Le sujet des financements d’associations humanitaires telles que SOS Méditerranée a particulièrement mobilisé la juridiction administrative ces dernières années. En effet, des citoyens contestaient l’attribution de telles aides au regard de leur caractère « politique », contradictoire avec le cadre d’intervention que permet le droit de la coopération décentralisée sur lequel celles-ci sont fondées juridiquement (article L1115-1 du Code général des collectivités territoriales). Des requérants ont même contesté ce fondement légal, au motif que la coopération décentralisée doit reposer sur un « intérêt public local », concrètement sur un partenariat avec une collectivité étrangère. Plusieurs tribunaux administratifs ont, depuis 2021, jugé que ces requêtes étaient dépourvues de fondement3, à savoir :
- Le caractère politique de l’aide n’est pas caractérisé et ne remet donc pas en cause le principe de neutralité du service public ;
- Cette action humanitaire n’est pas sérieusement considérée comme contrevenant aux engagements internationaux de la France ;
- Cette action humanitaire n’est pas de nature à exacerber un conflit entre États, en dépit de tensions entre la France et l’Italie alors ;
- Le soutien à l’association humanitaire en l’espèce est considéré comme relevant de la coopération décentralisée au sens de l’article L1115-1 du CGCT ;
Toutefois, à rebours de la Cour d’appel de Toulouse (28 mars 2023), la Cour d’appel de Paris a censuré la décision du Tribunal administratif (12 septembre 2022) en annulant la décision de la ville de Paris d’octroyer une subvention de 100 000 à SOS Méditerranée. Les motifs sont les suivants.

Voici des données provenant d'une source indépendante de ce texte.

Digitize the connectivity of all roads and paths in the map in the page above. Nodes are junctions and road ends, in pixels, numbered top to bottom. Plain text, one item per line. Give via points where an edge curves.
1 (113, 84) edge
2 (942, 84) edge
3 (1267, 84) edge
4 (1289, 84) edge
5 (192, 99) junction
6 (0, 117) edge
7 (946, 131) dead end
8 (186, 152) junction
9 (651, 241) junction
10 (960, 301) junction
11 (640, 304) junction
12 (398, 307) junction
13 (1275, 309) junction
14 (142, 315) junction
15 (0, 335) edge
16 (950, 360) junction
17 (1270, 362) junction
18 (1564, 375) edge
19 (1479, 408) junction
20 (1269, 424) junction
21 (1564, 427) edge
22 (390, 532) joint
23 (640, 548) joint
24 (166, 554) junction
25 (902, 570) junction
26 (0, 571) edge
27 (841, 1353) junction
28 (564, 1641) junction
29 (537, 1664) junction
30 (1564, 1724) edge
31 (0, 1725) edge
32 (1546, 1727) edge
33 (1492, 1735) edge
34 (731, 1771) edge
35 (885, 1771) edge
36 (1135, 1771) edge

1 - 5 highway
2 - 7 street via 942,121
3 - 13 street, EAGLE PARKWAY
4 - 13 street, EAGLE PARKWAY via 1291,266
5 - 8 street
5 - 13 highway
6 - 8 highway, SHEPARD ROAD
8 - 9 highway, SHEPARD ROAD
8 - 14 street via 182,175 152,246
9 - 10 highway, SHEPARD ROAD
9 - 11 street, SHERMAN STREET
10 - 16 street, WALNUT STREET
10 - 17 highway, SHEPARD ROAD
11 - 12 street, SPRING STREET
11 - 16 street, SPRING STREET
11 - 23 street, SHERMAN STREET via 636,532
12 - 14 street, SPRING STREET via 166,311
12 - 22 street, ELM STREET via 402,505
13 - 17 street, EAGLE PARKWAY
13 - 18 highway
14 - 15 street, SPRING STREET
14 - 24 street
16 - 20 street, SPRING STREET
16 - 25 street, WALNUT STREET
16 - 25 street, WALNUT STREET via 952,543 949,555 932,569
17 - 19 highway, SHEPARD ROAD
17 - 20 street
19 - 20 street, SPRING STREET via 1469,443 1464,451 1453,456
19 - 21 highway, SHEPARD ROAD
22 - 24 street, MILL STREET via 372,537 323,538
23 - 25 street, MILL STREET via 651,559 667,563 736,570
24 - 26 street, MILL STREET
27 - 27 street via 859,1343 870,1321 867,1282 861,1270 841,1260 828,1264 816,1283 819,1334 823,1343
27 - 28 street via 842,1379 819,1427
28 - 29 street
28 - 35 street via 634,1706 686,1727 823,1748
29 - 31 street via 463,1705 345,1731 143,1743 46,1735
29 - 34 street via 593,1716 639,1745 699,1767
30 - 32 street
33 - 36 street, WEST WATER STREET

- Le conseil de Paris a interféré avec la politique étrangère de la France et de l’UE ;
- Le conseil de Paris a outrepassé le cadre législatif qui permet à une collectivité locale de soutenir des actions humanitaires à condition de ne pas contrevenir aux engagements internationaux de la France ;
- L’action de SOS Méditerranée a généré et entretenu des tensions entre États, ce que le conseil de Paris ne pouvait ignorer. Ce dernier a sciemment et manifestement adopté une délibération « politique » s’affranchissant ainsi des limites évoquées précédemment.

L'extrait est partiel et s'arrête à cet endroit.